Vineuil-Saint-Firmin est une commune française située dans le département de l'Oise en région Picardie.

Géographie[modifier | modifier le code]

Localisation[modifier | modifier le code]

Vineuil-Saint-Firmin est située au sud du département de l'Oise, au nord-est de Chantilly, et plus précisément au nord du parc du château de Chantilly, à une distance orthodromique de 40 km au nord-nord-est de Paris. La commune se compose de deux villages distincts, Vineuil à l'ouest où se situe la mairie et Saint-Firmin à l'est où se situent l'église, le cimetière et le récent quartier du bois de Lude.

Les trois parties habitées de la commune s'ensuivent en enfilade le long de la RD 924, qui ne les traverse qu'en périphérie (au sud), et qui constitue la limite avec le parc de Chantilly. Le secteur du parc compris entre la route et le Grand Canal se situe sur le territoire communal de Vineuil-Saint-Firmin, non accessible à la visite car reparti entre plusieurs grandes demeures que l'Institut de France loue à des particuliers, dont notamment le château de Saint-Firmin et la maison Saint-Pierre, inscrits Monuments historiques. Vineuil présente la structure d'un bourg, avec un dense réseau de rues et de venelles, et plusieurs maisons sont construites au fond d'anciens carrières de calcaire : ainsi, les toits de maisons à deux étages arrivent au niveau de la rue. Saint-Firmin fut à l'origine un village-rue, mais s'est agrandi récemment vers le nord.
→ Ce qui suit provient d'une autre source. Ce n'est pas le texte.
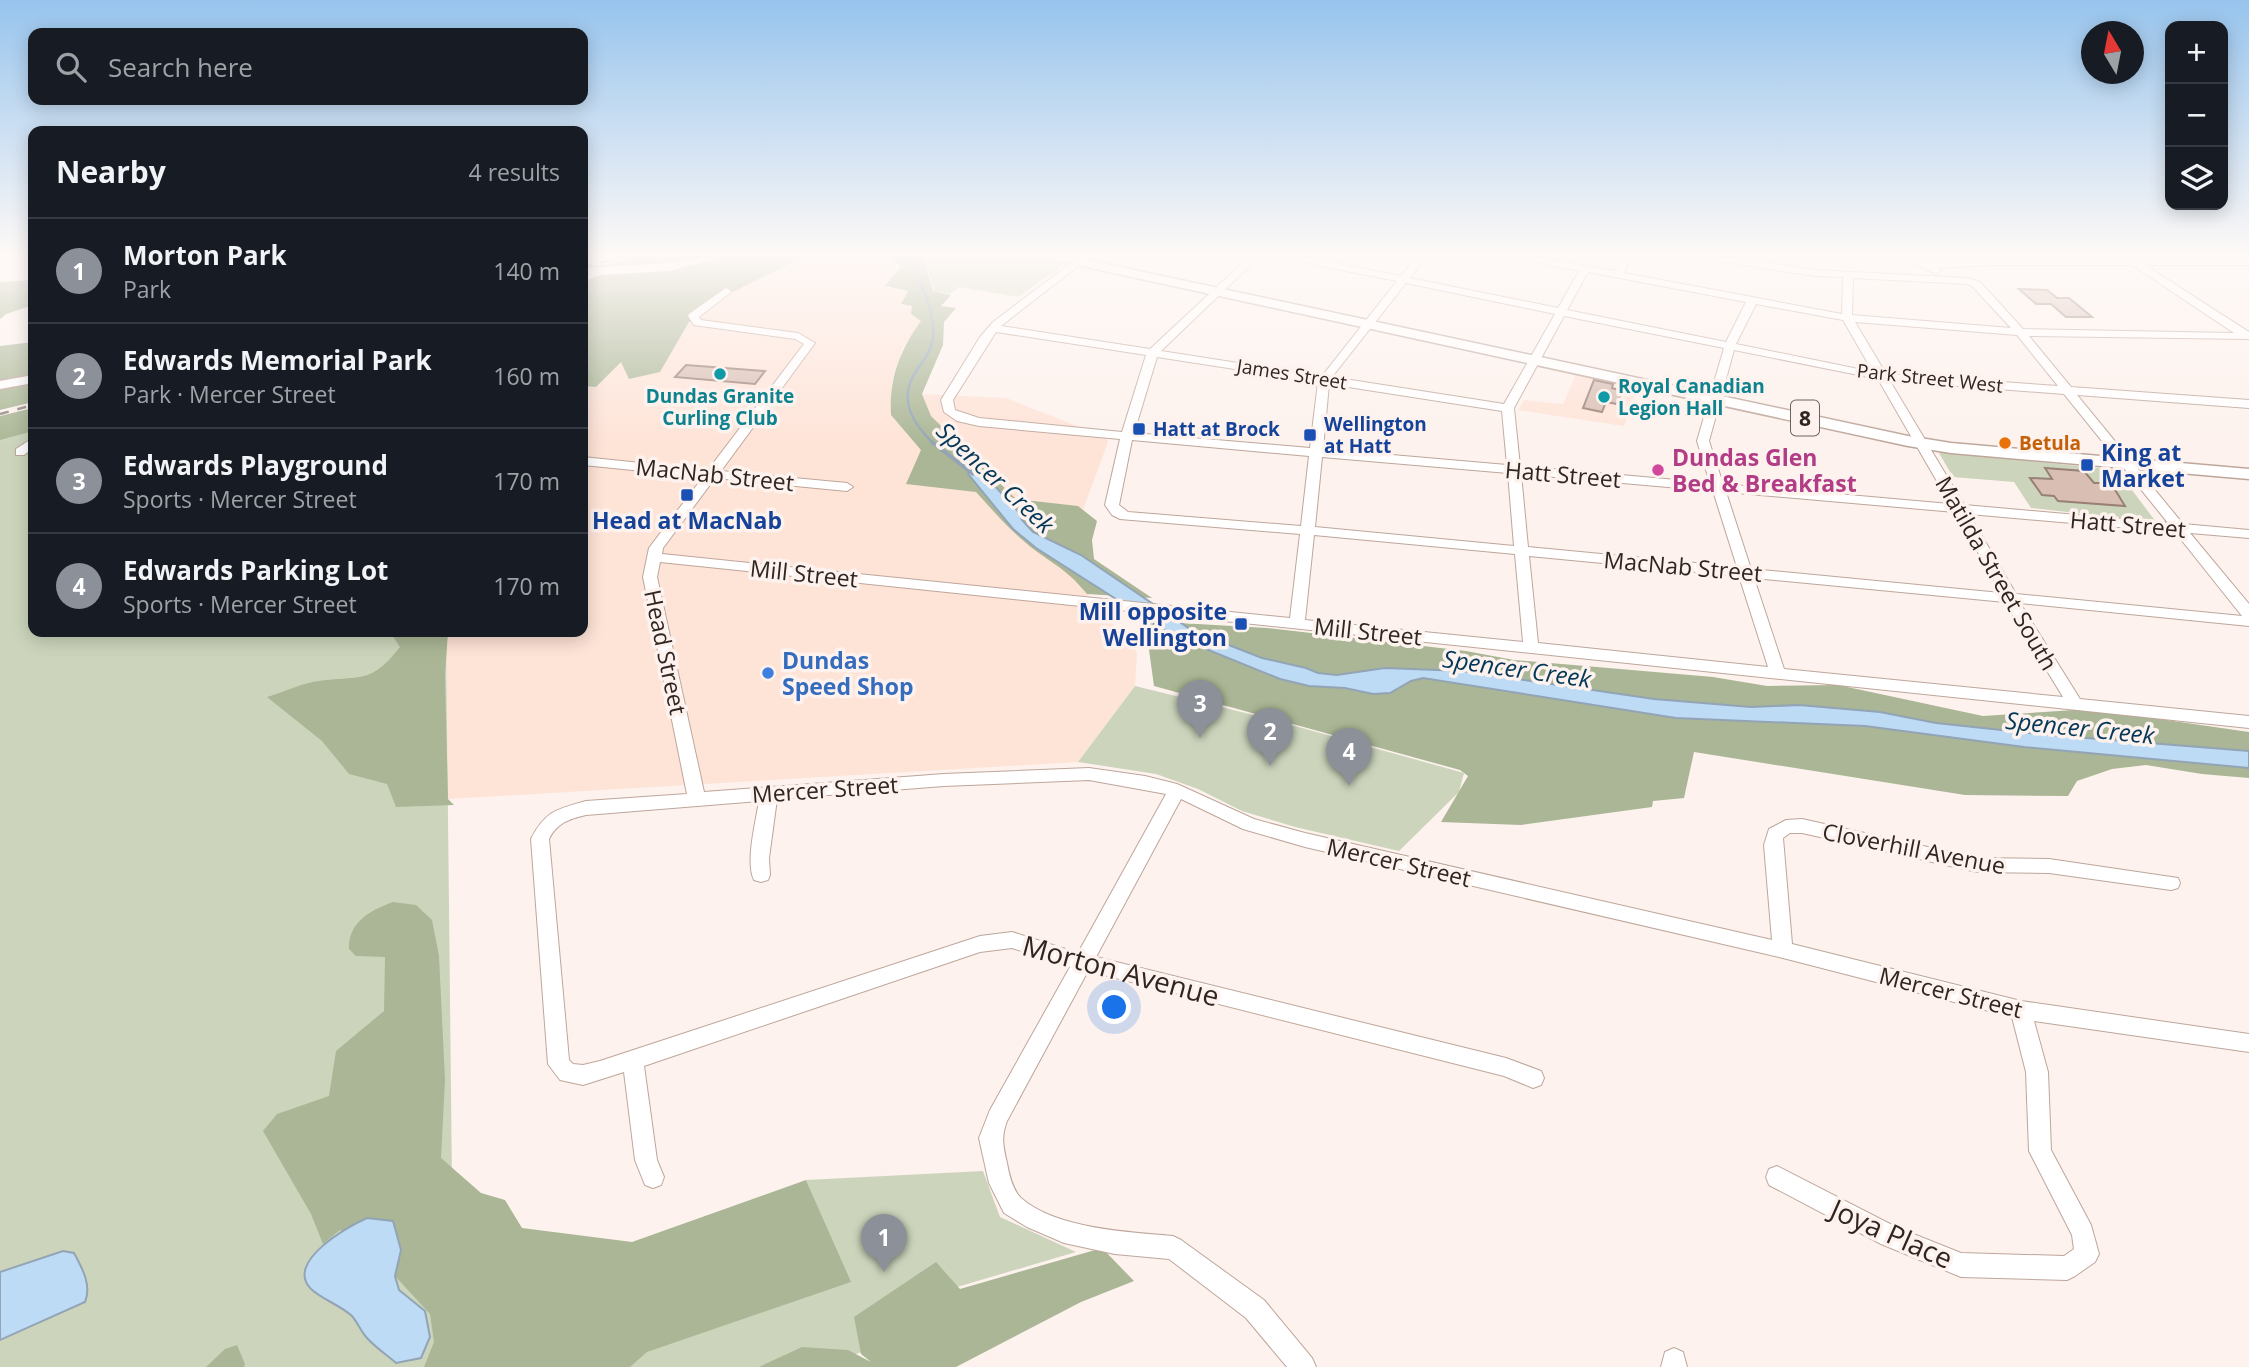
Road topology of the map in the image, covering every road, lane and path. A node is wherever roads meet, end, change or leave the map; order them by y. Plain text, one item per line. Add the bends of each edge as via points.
1 (696, 320) edge
2 (1002, 320) edge
3 (1186, 320) edge
4 (1349, 320) edge
5 (1371, 320) edge
6 (1555, 320) edge
7 (1599, 320) edge
8 (1743, 320) edge
9 (1848, 320) edge
10 (1869, 320) edge
11 (2009, 320) edge
12 (2224, 320) edge
13 (1368, 324) junction
14 (993, 328) junction
15 (2020, 332) junction
16 (2249, 336) edge
17 (1730, 346) junction
18 (1153, 352) junction
19 (1532, 360) junction
20 (1883, 377) junction
21 (28, 380) edge
22 (1324, 380) junction
23 (0, 385) edge
24 (2068, 391) junction
25 (1715, 399) junction
26 (2249, 404) edge
27 (1508, 408) junction
28 (1127, 436) junction
29 (1920, 443) junction
30 (28, 446) edge
31 (20, 452) dead end
32 (1315, 452) junction
33 (588, 461) edge
34 (2126, 463) junction
35 (1514, 470) junction
36 (712, 473) junction
37 (2249, 474) edge
38 (848, 487) dead end
39 (1720, 488) junction
40 (1959, 508) junction
41 (2179, 528) junction
42 (1306, 530) junction
43 (2249, 534) edge
44 (1522, 551) junction
45 (654, 557) junction
46 (1746, 572) junction
47 (2010, 597) junction
48 (2249, 614) edge
49 (2249, 621) edge
50 (1297, 624) junction
51 (1531, 649) junction
52 (1778, 674) junction
53 (2075, 704) junction
54 (2249, 722) edge
55 (1177, 790) junction
56 (769, 794) junction
57 (697, 798) junction
58 (761, 875) dead end
59 (2171, 883) dead end
60 (1783, 950) junction
61 (1081, 961) junction
62 (2021, 1010) junction
63 (2249, 1043) edge
64 (633, 1061) junction
65 (1533, 1078) dead end
66 (653, 1177) dead end
67 (1777, 1177) dead end
68 (1303, 1367) edge

1 - 36 street, Head Street via 798,336 810,343
2 - 14 street
3 - 18 street
4 - 13 main road, 8
5 - 13 street
6 - 19 street
7 - 17 street, Park Street West
8 - 17 street
9 - 20 street, Matilda Street South
10 - 15 street
11 - 15 street
12 - 16 street
13 - 19 main road, 8
13 - 22 street
14 - 18 street, James Street
14 - 28 street, Hatt Street via 947,400 950,412 961,418
15 - 16 street
15 - 24 street
17 - 20 street, Park Street West
17 - 25 street
18 - 22 street, James Street
18 - 28 street
19 - 25 main road, 8
19 - 27 street
20 - 24 street, Park Street West
20 - 29 street, Matilda Street South
21 - 23 main road
22 - 27 street, James Street
22 - 32 street
24 - 26 street, Park Street West
24 - 34 street
25 - 29 main road, 8
25 - 39 street via 1703,441
27 - 35 street
28 - 32 street, Hatt Street
28 - 42 street, MacNab Street via 1112,505 1117,512
29 - 34 main road, 8
29 - 40 street, Matilda Street South
30 - 31 street
32 - 35 street, Hatt Street
32 - 42 street
33 - 36 street, MacNab Street
34 - 37 main road, 8
34 - 41 street
35 - 39 street, Hatt Street
35 - 44 street
36 - 38 street, MacNab Street
36 - 45 street, Head Street via 663,537
39 - 40 street, Hatt Street
39 - 46 street
40 - 41 street, Hatt Street
40 - 47 street, Matilda Street South
41 - 43 street, Hatt Street
41 - 48 street
42 - 44 street, MacNab Street
42 - 50 street
44 - 46 street, MacNab Street
44 - 51 street
45 - 50 street, Mill Street
45 - 57 street, Head Street via 650,577
46 - 47 street, MacNab Street
46 - 52 street
47 - 49 street, MacNab Street
47 - 53 street, Matilda Street South
50 - 51 street, Mill Street
51 - 52 street, Mill Street
52 - 53 street, Mill Street
53 - 54 street, Mill Street
55 - 56 street, Mercer Street via 1089,774 1040,774
55 - 60 street, Mercer Street via 1249,824 1305,840
55 - 61 street
56 - 57 street, Mercer Street
56 - 58 street
57 - 64 street, Mercer Street via 562,814 547,823 540,839 559,1065 567,1073 583,1074
59 - 60 street, Cloverhill Avenue via 2049,866 1978,865 1802,826 1786,827 1775,834 1773,845
60 - 62 street, Mercer Street
61 - 64 street, Morton Avenue via 1012,940 980,944
61 - 65 street, Morton Avenue via 1506,1067
61 - 68 street via 990,1138 1000,1183 1012,1205 1064,1231 1173,1248 1255,1308
62 - 63 street, Mercer Street
62 - 67 street, Joya Place via 2037,1072 2040,1151 2083,1233 2087,1254 2067,1268 1961,1265 1889,1236
64 - 66 street via 646,1160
Communes limitrophes de Vineuil-Saint-Firmin
Saint-Maximin Apremont
Vineuil-Saint-Firmin Courteuil
Chantilly Avilly-Saint-Léonard

Les limites de la commune correspondent essentiellement à des chemins et cours d'eau. La limite d'avec Chantilly est représentée par le Grand Canal, au sud. À l'ouest, c'est une route forestière qui matérialise cette limite, la route des Bourguignons ; plus au nord, où elle délimite la commune de Saint-Maximin, elle s'appelle chemin d'Apremont. Puis, au nord de la commune, ce sont l'allée de Saint-Maximin et la route de Courteuil qui séparent Vineuil-Saint-Firmin d'Apremont. À l'intersection de ces deux routes, se trouve le carrefour de la table d'Apremont. Ensuite, à l'est, la route de la vallée Panier délimite la commune vers Courteuil, accompagnée par un petit ruisseau temporaire affluent de la Nonette. Enfin, vers Avilly-Saint-Léonard au sud, la Nonette constitue la limite entre les deux communes, près de la ferme du Courtillet. Une petite portion de pré humide au sud de la Nonette appartient toutefois à Vineuil-Saint-Firmin. Est à noter la présence de deux équipements associés à Chantilly sur le territoire communal : le complexe sportif intercommunal des Bourgognes, à l'extrémité sud-ouest, et le golf de Chantilly[1].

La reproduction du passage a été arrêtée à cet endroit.